The larger phrase <tlhIngan Hol jatlhwI' nIv ghaH Qov'e'> could also be
rephrased with similar meaning as:

tlhIngan Hol jatlhlaHchu' Qov
tlhIngan Hol jatlhmeH, Qov po' law' HochHom po' puS

> veSqa' tuq jatlhwI' nIv ghaH je be''e'.

A woman is also a superior House Veska Klingon speaker.

> veqa' 'oH pongDaj'e'.
> //his .name. is {veSqa'}

Actually, it's <veqa'> (at least according to the message). And since the
above sentence discuss *women* who speak Klingon, it's *her" name.

> rut tlhIchnaQ yIv ghaH.
> //sometimes s/he chews cigerretes

maj. The above sentences again make the s/he choice into "she".

> HIq law' tlhutlh.
//many drink[liquor]

She drinks much liquor. Remember that <law'> can mean "much" or "a lot" as
well as "many". 

> pe'vIl paw' ghaH.

<pe'vIl> means "forcefully" or "with force". As for the "collide", your
guess is as good as mine. I suspect another word was intended.

> moqbara'mo' tonSaw'mo' quv baj ghaH.
> /{moqba}order`due-to {tonSaw'mo'} coordinates {baj} s/he-is

<quv> is not <Quv>. She has earned honor due to <moqbara'> and martial arts.
<moqbara'> is a specific Klingon legal proceeding, but I think it used here
as a more general term.

> betleH lo'laH ghaH.
> /betleH b-valuable s/he

<lo'laH> could be "be valuable", or it could be <lo'> plus <-laH>. The only
one that makes sense in this case is the second one: "She can use a betleH".

> qaStaHvIS tlhoghDaj tlhIngan HIp tuQ.
> /occur`contnuois`while marriage`his/her klingon uniform 2-wear
> //klingon uniforms are worn while one is married

Very close. The only problem is that you have no subject. The subject is the
woman we have been talking about. I also suspect peHruS meant <tlhoghtayDaj>
- her marriage ceremony - rather than just <tlhoghDaj> - her marriage -
which lasts (hopefully) the rest of her life.
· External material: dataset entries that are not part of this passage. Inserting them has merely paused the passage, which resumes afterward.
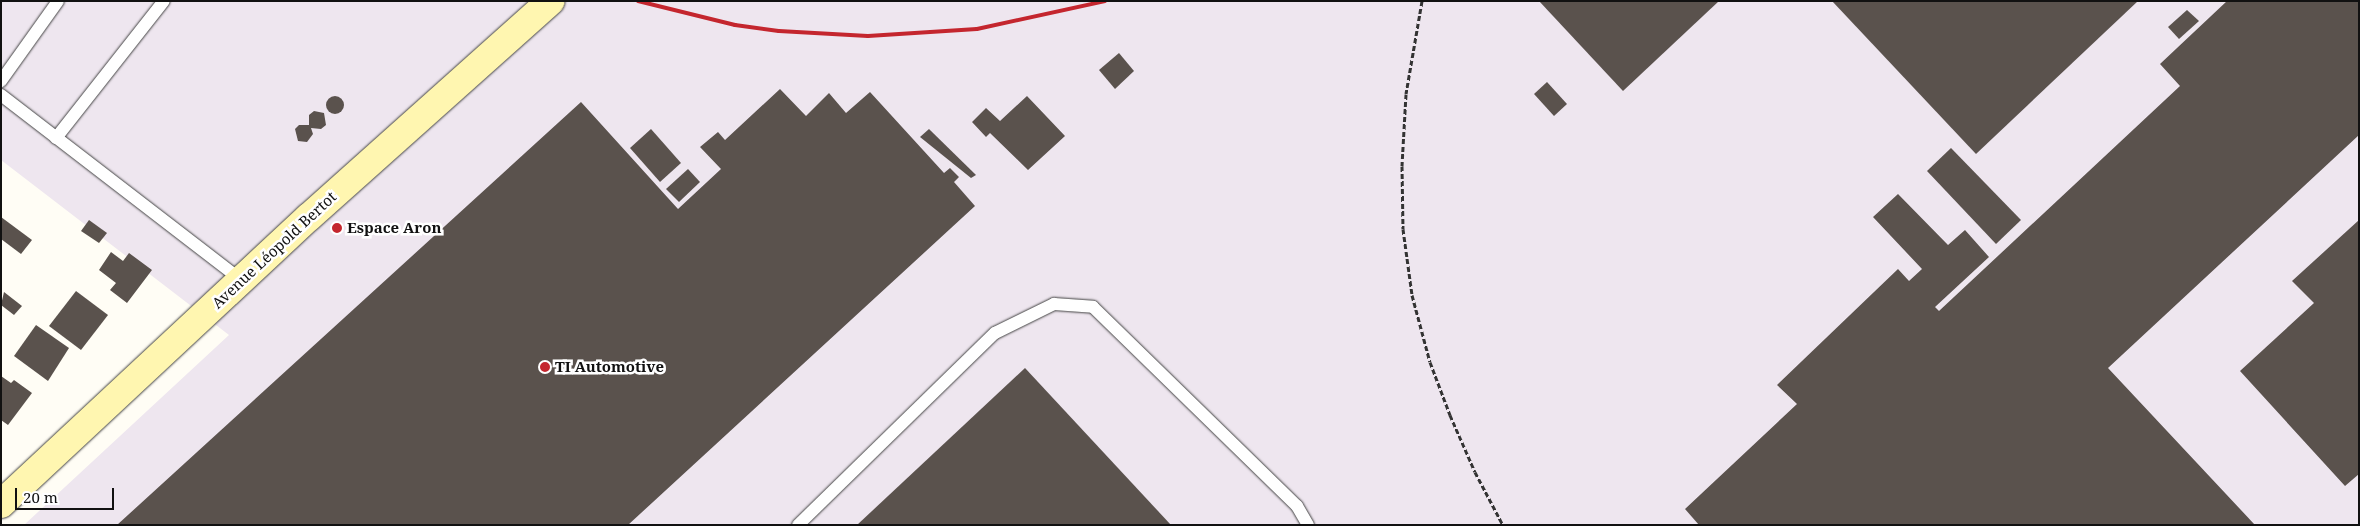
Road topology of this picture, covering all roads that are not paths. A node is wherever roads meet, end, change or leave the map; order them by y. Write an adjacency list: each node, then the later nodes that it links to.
1 (58, 1): 4 (lane)
2 (164, 1): 6 (lane)
3 (540, 4): 7 (street, Avenue Léopold Bertot)
4 (1, 81)
5 (1, 95): 6 (lane)
6 (56, 138): 7 (lane)
7 (241, 280): 8 (street, Avenue Léopold Bertot)
8 (1, 504)
9 (798, 525): 10 (lane)
10 (1308, 525)

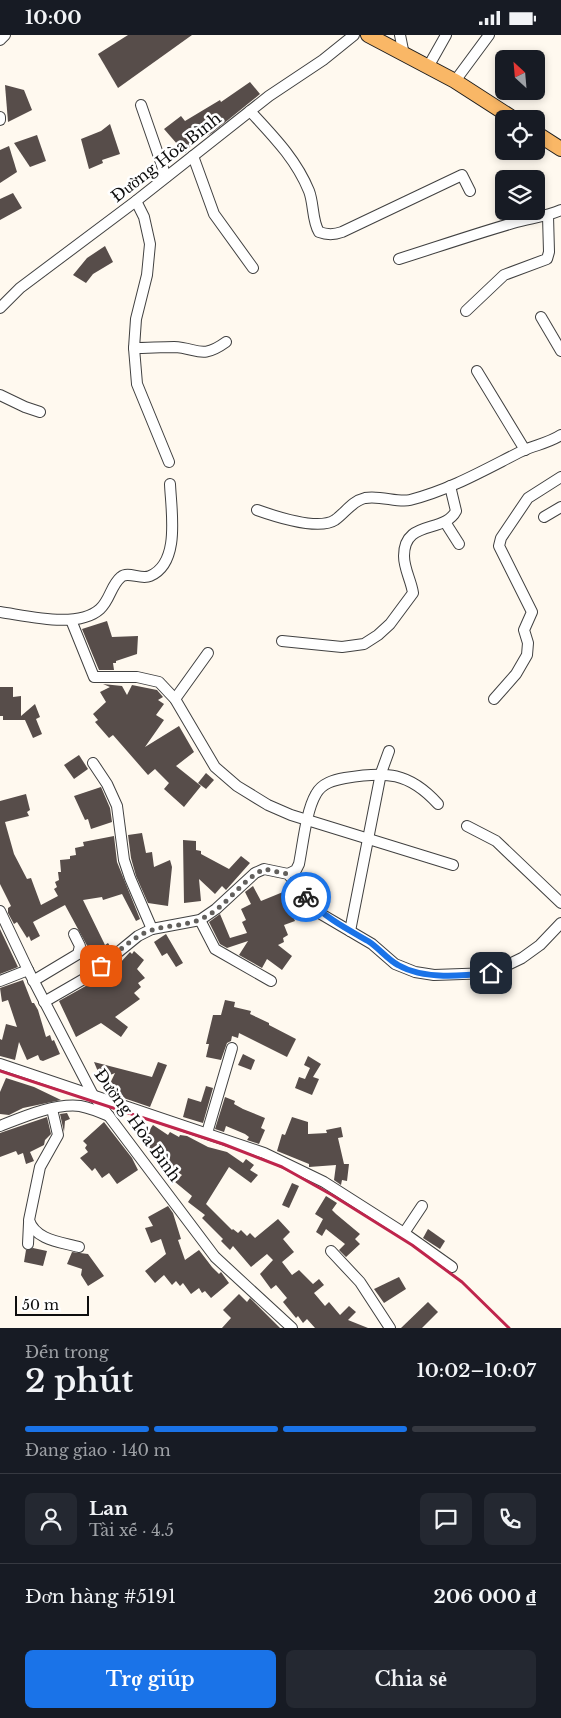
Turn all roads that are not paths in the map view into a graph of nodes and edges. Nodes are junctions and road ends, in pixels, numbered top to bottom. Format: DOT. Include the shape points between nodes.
graph roads {
  1 [pos="5,35"];
  2 [pos="354,35"];
  3 [pos="368,35"];
  4 [pos="400,35"];
  5 [pos="446,35"];
  6 [pos="489,35"];
  7 [pos="0,39"];
  8 [pos="404,55"];
  9 [pos="428,67"];
  10 [pos="454,81"];
  11 [pos="141,105"];
  12 [pos="500,110"];
  13 [pos="250,111"];
  14 [pos="545,139"];
  15 [pos="561,149"];
  16 [pos="193,156"];
  17 [pos="166,177"];
  18 [pos="470,191"];
  19 [pos="136,201"];
  20 [pos="561,210"];
  21 [pos="548,216"];
  22 [pos="399,259"];
  23 [pos="252,268"];
  24 [pos="0,308"];
  25 [pos="466,311"];
  26 [pos="541,317"];
  27 [pos="226,342"];
  28 [pos="134,348"];
  29 [pos="561,351"];
  30 [pos="477,371"];
  31 [pos="0,395"];
  32 [pos="40,411"];
  33 [pos="561,435"];
  34 [pos="525,450"];
  35 [pos="169,462"];
  36 [pos="561,477"];
  37 [pos="170,484"];
  38 [pos="450,486"];
  39 [pos="561,507"];
  40 [pos="257,510"];
  41 [pos="544,517"];
  42 [pos="445,522"];
  43 [pos="459,544"];
  44 [pos="0,612"];
  45 [pos="72,620"];
  46 [pos="282,641"];
  47 [pos="208,653"];
  48 [pos="175,699"];
  49 [pos="494,699"];
  50 [pos="389,751"];
  51 [pos="93,763"];
  52 [pos="381,773"];
  53 [pos="438,804"];
  54 [pos="308,820"];
  55 [pos="467,826"];
  56 [pos="368,839"];
  57 [pos="453,865"];
  58 [pos="288,874"];
  59 [pos="561,903"];
  60 [pos="0,911"];
  61 [pos="200,920"];
  62 [pos="561,923"];
  63 [pos="152,929"];
  64 [pos="350,931"];
  65 [pos="74,934"];
  66 [pos="28,970"];
  67 [pos="0,981"];
  68 [pos="33,981"];
  69 [pos="271,981"];
  70 [pos="44,1003"];
  71 [pos="232,1048"];
  72 [pos="0,1064"];
  73 [pos="93,1095"];
  74 [pos="52,1109"];
  75 [pos="112,1118"];
  76 [pos="0,1126"];
  77 [pos="207,1133"];
  78 [pos="422,1206"];
  79 [pos="29,1220"];
  80 [pos="404,1233"];
  81 [pos="28,1244"];
  82 [pos="79,1247"];
  83 [pos="331,1251"];
  84 [pos="452,1267"];
  85 [pos="288,1327"];
  86 [pos="390,1328"];
  1 -- 7 [label="street"];
  2 -- 13 [label="street, Đường Hòa Bình"];
  3 -- 8 [label="main road"];
  4 -- 8 [label="street"];
  5 -- 9 [label="street"];
  6 -- 10 [label="street"];
  8 -- 9 [label="main road"];
  9 -- 10 [label="main road"];
  10 -- 12 [label="main road"];
  11 -- 17 [label="street"];
  13 -- 16 [label="street, Đường Hòa Bình"];
  13 -- 18 [label="street" via="295,165 313,204 315,226 319,232 337,234 462,175"];
  14 -- 15 [label="main road"];
  16 -- 17 [label="street, Đường Hòa Bình"];
  16 -- 23 [label="street" via="214,214"];
  17 -- 19 [label="street, Đường Hòa Bình"];
  19 -- 24 [label="street, Đường Hòa Bình" via="20,288"];
  19 -- 28 [label="street" via="144,217 150,244"];
  20 -- 21 [label="street"];
  21 -- 22 [label="street" via="512,223"];
  21 -- 25 [label="street" via="549,252 546,259 504,275"];
  26 -- 29 [label="street"];
  27 -- 28 [label="street" via="215,349 196,353 176,347"];
  28 -- 35 [label="street" via="139,393"];
  30 -- 34 [label="street"];
  31 -- 32 [label="street"];
  33 -- 34 [label="street"];
  34 -- 38 [label="street"];
  36 -- 49 [label="street" via="528,498 500,538 499,546 532,612 524,630 527,655"];
  37 -- 45 [label="street" via="172,543 158,570 148,577 124,575 99,611 89,617"];
  38 -- 40 [label="street" via="408,501 365,498 347,508 334,521 324,523 284,519"];
  38 -- 42 [label="street" via="456,511"];
  39 -- 41 [label="street"];
  42 -- 43 [label="street"];
  42 -- 46 [label="street" via="424,528 406,542 404,559 413,593 399,614 378,635 364,643 348,646"];
  44 -- 45 [label="street"];
  45 -- 48 [label="street" via="94,677 150,679 160,682"];
  47 -- 48 [label="street"];
  48 -- 54 [label="street" via="214,767 268,805"];
  50 -- 52 [label="street"];
  51 -- 63 [label="street" via="117,806 124,860"];
  52 -- 53 [label="street" via="408,780"];
  52 -- 54 [label="street" via="342,779 321,787"];
  52 -- 56 [label="street"];
  54 -- 56 [label="street"];
  54 -- 58 [label="street" via="299,864"];
  55 -- 59 [label="street" via="496,841"];
  56 -- 57 [label="street"];
  56 -- 64 [label="street"];
  58 -- 61 [label="street" via="264,869 255,873"];
  58 -- 64 [label="street" via="321,914"];
  60 -- 66 [label="street, Đường Hòa Bình"];
  61 -- 63 [label="street"];
  61 -- 69 [label="street" via="215,949"];
  62 -- 64 [label="street" via="522,958 491,973 481,974 434,975 410,971"];
  63 -- 70 [label="street" via="138,936 89,976"];
  65 -- 68 [label="street" via="80,945 78,954"];
  66 -- 67 [label="street"];
  66 -- 68 [label="street, Đường Hòa Bình"];
  68 -- 70 [label="street, Đường Hòa Bình"];
  70 -- 73 [label="street, Đường Hòa Bình"];
  71 -- 77 [label="street"];
  72 -- 73 [label="street"];
  73 -- 75 [label="street, Đường Hòa Bình"];
  73 -- 77 [label="street"];
  74 -- 75 [label="street" via="80,1106"];
  74 -- 76 [label="street"];
  74 -- 79 [label="street" via="58,1135 40,1167"];
  75 -- 85 [label="street, Đường Hòa Bình" via="215,1257"];
  77 -- 80 [label="street" via="264,1153 324,1182"];
  78 -- 80 [label="street"];
  79 -- 81 [label="street"];
  79 -- 82 [label="street" via="38,1235"];
  80 -- 84 [label="street"];
  83 -- 86 [label="street" via="360,1282"];
}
She wore a Klingon uniform during her wedding -OR-
She wore a Klingon unifor to her wedding

> be'pu'vaD loDpu'vaD je batlh quv je tu'lu'jaj.
> /women`for men`for and honor honor and 2-notice`i.s.`day
> //for women and also for men with honor also honor to 
> notice someone today

Once again, good at the beginning, but a little mixed up toward the end.

<batlh quv je> is probably best translated as just "honor". I have my own
theories on the differences between <batlh> and <quv>, and I would have just
said <quv>, but I won't speculate about that here.

The verb in this sentence is <tu'lu'jaj>. <tu'lu'>, which literally means
"one finds", is often used in Klingon to mean "there is" (or "there was" or
"there will be"). <-jaj> is a suffix, found in the appendix, that means
"may". It is used in toasts and wishes, with meanings like "May there be
peace in your life" or "may the fires of Hell swallow you up".

So the whole thing is "May there be honor for men and women."